Mike Rowbottom

One small sidestep for a big man - one giant leap for shot putting.

Ryan Crouser’s tour de force at the University of California’s Drake Stadium on Saturday (May 27), which involved three efforts in excess of 23 metres with the best of them, 23.56m, improving his own world record by 19 centimetres, was a hugely significant event in his illustrious career.

It was the first time the innovation he made to his throwing technique this year "clicked", as he said, with spectacular results.

"I finally found the spread I have been looking for," he said after the performance at the Los Angeles Grand Prix. "That's what has me the most excited."

On February 18 this year the man from Portland in Oregon competed in Idaho and appeared to have added a centimetre to his 2020 world record of 23.37m.

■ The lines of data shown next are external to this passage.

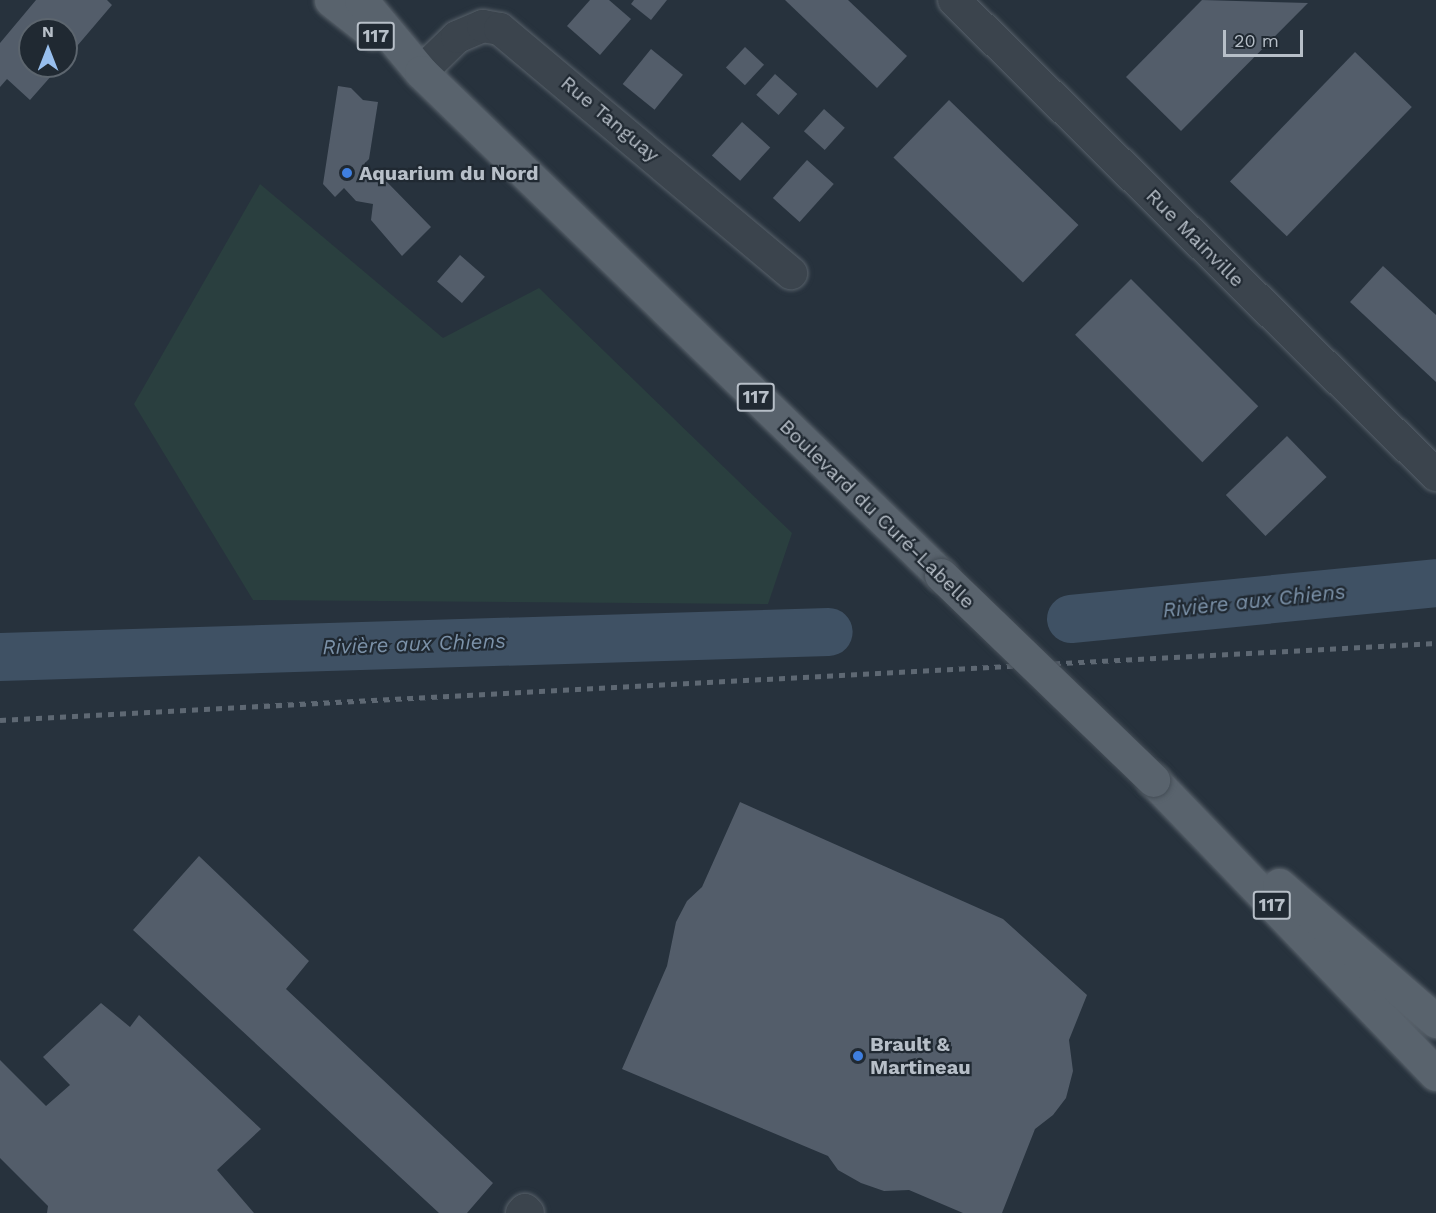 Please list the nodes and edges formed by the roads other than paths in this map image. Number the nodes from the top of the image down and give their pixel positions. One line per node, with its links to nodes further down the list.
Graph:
1 (331, 0): 4 (main road, Boulevard du Curé-Labelle / 117)
2 (361, 0): 4 (main road, Boulevard du Curé-Labelle / 117)
3 (954, 0): 6 (street, Rue Mainville)
4 (422, 72): 5 (street, Rue Tanguay); 7 (main road, Boulevard du Curé-Labelle / 117, bridge)
5 (791, 273)
6 (1436, 475)
7 (1153, 780): 8 (main road, Boulevard du Curé-Labelle / 117); 9 (main road, Boulevard du Curé-Labelle / 117)
8 (1436, 1020)
9 (1436, 1074)
10 (522, 1213): 11 (street)
11 (528, 1213) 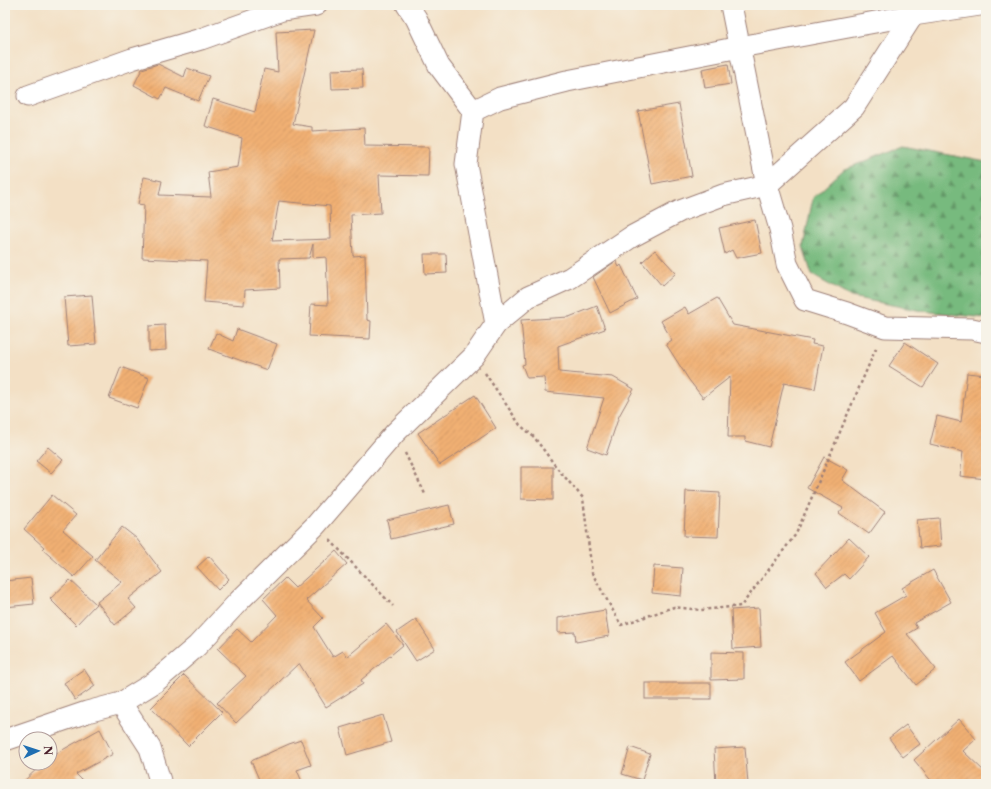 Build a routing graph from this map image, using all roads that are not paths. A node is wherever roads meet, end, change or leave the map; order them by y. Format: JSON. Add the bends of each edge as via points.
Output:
{"nodes":[{"id":1,"x":316,"y":5,"type":"edge"},
{"id":2,"x":407,"y":5,"type":"edge"},
{"id":3,"x":732,"y":5,"type":"edge"},
{"id":4,"x":979,"y":5,"type":"edge"},
{"id":5,"x":914,"y":15,"type":"junction"},
{"id":6,"x":740,"y":47,"type":"junction"},
{"id":7,"x":28,"y":96,"type":"dead end"},
{"id":8,"x":473,"y":111,"type":"junction"},
{"id":9,"x":767,"y":185,"type":"junction"},
{"id":10,"x":496,"y":324,"type":"junction"},
{"id":11,"x":986,"y":332,"type":"edge"},
{"id":12,"x":121,"y":703,"type":"junction"},
{"id":13,"x":5,"y":740,"type":"edge"},
{"id":14,"x":161,"y":784,"type":"edge"}],
"edges":[{"from":1,"to":7,"type":"street","via":[[282,10]]},
{"from":2,"to":8,"type":"street","via":[[439,66]]},
{"from":3,"to":6,"type":"street"},
{"from":4,"to":5,"type":"street"},
{"from":5,"to":6,"type":"street"},
{"from":5,"to":9,"type":"street","via":[[854,107]]},
{"from":6,"to":8,"type":"street","via":[[566,81],[500,98]]},
{"from":6,"to":9,"type":"street"},
{"from":8,"to":10,"type":"street","via":[[466,164]]},
{"from":9,"to":10,"type":"street","via":[[723,195],[680,211],[631,237],[570,278],[528,298]]},
{"from":9,"to":11,"type":"street","via":[[787,264],[805,300],[885,327],[972,329]]},
{"from":10,"to":12,"type":"street","via":[[474,356],[395,433],[316,525],[197,646],[155,682]]},
{"from":12,"to":13,"type":"street"},
{"from":12,"to":14,"type":"street","via":[[150,748]]}]} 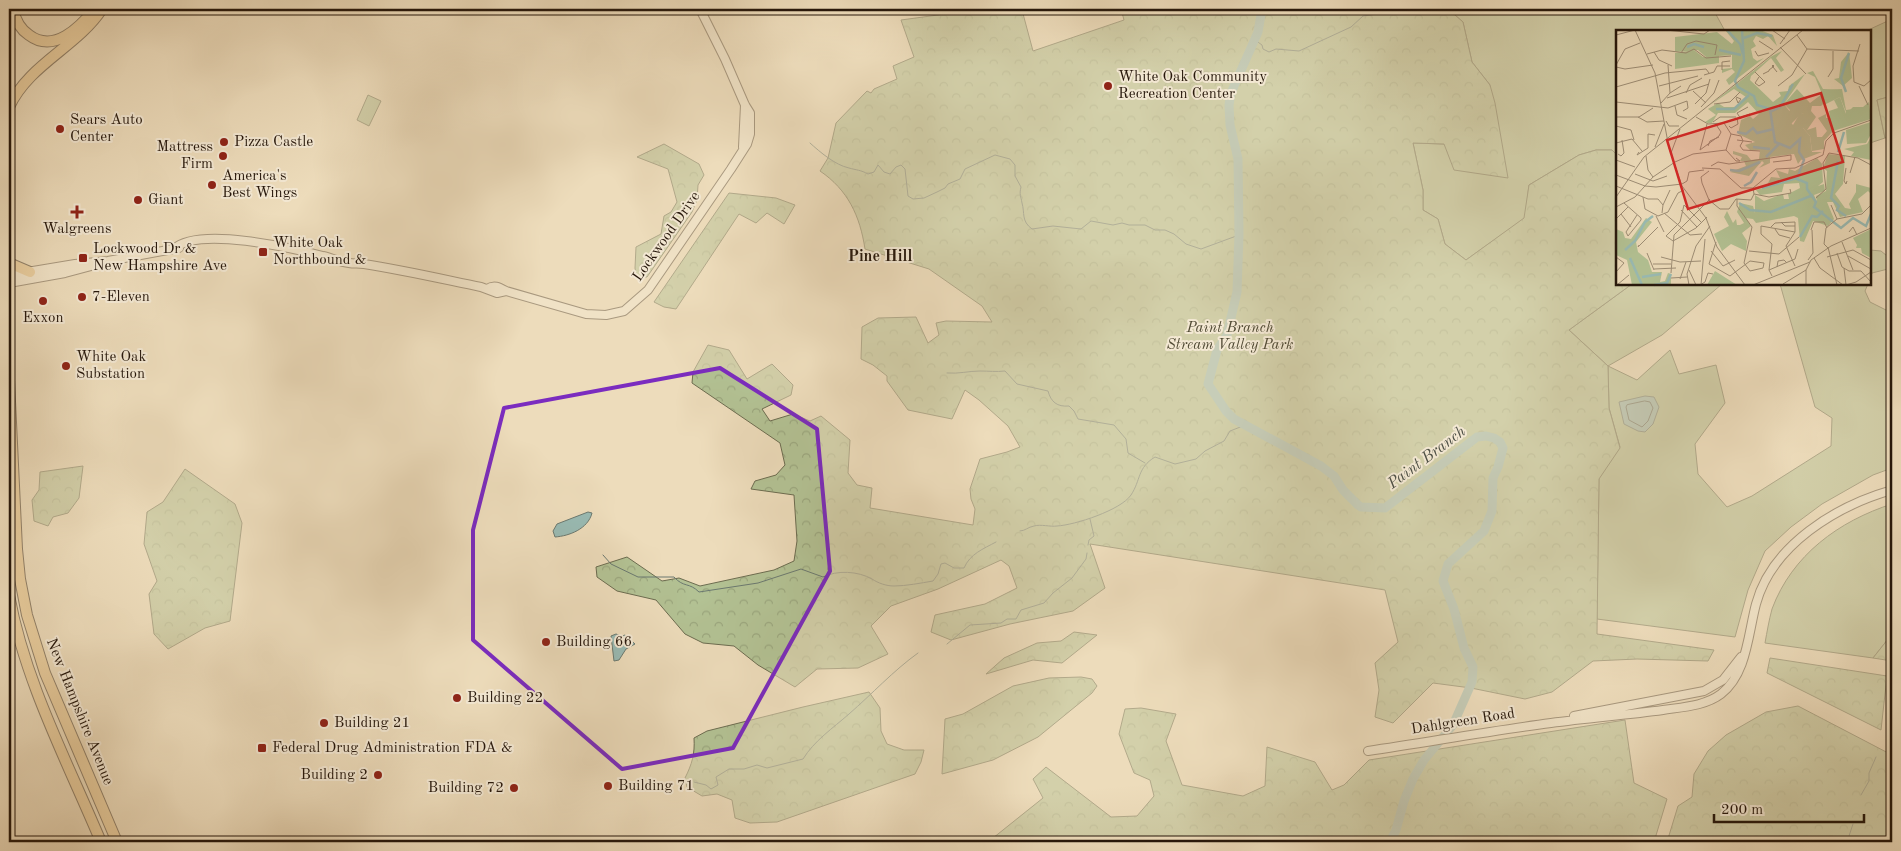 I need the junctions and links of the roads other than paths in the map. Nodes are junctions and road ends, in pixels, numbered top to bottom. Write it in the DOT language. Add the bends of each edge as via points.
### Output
graph roads {
  1 [pos="13,9"];
  2 [pos="95,9"];
  3 [pos="102,9"];
  4 [pos="700,9"];
  5 [pos="704,9"];
  6 [pos="708,24"];
  7 [pos="9,107"];
  8 [pos="108,261"];
  9 [pos="9,263"];
  10 [pos="30,272"];
  11 [pos="9,275"];
  12 [pos="9,283"];
  13 [pos="9,380"];
  14 [pos="1892,490"];
  15 [pos="9,595"];
  16 [pos="1745,649"];
  17 [pos="1553,722"];
  18 [pos="1368,751"];
  19 [pos="101,842"];
  20 [pos="117,842"];
  1 -- 2 [label="main road" via="26,34 46,42 68,34"];
  3 -- 7 [label="main road" via="83,32 32,74"];
  4 -- 6 [label="street"];
  5 -- 6 [label="street"];
  6 -- 8 [label="street, Lockwood Drive" via="750,113 750,134 731,169 648,290 624,311 606,315 586,314 506,292 498,286 487,289 360,264 349,257 338,260 248,240 222,240"];
  8 -- 10 [label="street, Lockwood Drive"];
  8 -- 12 [label="street, Lockwood Drive"];
  9 -- 10 [label="main road"];
  10 -- 11 [label="street, Lockwood Drive"];
  13 -- 20 [label="main road, New Hampshire Avenue" via="17,549 27,615 45,673"];
  14 -- 16 [label="street, Dahlgreen Road" via="1870,497 1831,517 1786,553 1763,585"];
  15 -- 19 [label="main road, New Hampshire Avenue" via="32,683"];
  16 -- 17 [label="street, Dahlgreen Road" via="1729,674 1713,687"];
  16 -- 17 [label="street, Dahlgreen Road" via="1736,678 1729,687 1717,697 1694,706"];
  17 -- 18 [label="street, Dahlgreen Road"];
}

But shortly afterwards the mark was annulled for record purposes because the throwing circle was too big.

So, no new record. But what was not annulled was the impact of the new technique he had unveiled a week earlier at the Millrose Games, where he had set a season-leading mark of 22.58m.

That effort also allayed the frustrations he had endured at the same meeting in 2022 when another apparent world re ord of 23.38m was ruled out because of a faulty measuring laser.

The new technique involves Crouser shifting his starting point to the right and adding a step across to his throwing approach to generate greater momentum.

He admitted after its public debut that the novel approach had led to some inconsistency in his throws but added: “Hopefully we can get that worked out in the coming months.”

That aspiration has clearly been realised.

Here is the thing. Croucher did not need to experiment. By the time he turned 30 in December 2022 he was Olympic gold medallist, world champion and world record holder. At the point where he had got it made Crouser re-made it.

It is like the stories you hear of snooker players stripping down their technique and re-building it. The difference here is that it is likely others will take up Crouser's innovation.

It may not be as revolutionary a change as the one effected upon the high jump by Dick Fosbury, whose backwards approach caused the event to leap forward. But it is a potentially influential change to a sports event.

The phrase Fosbury Flop derived from a local newspaper report of an early appearance by Fosbury, who was described as "flopping" over the bar. Perhaps Crouser should now be thinking of trademarking his innovation? The Ryan Re-tread? The Crouser Shuffle?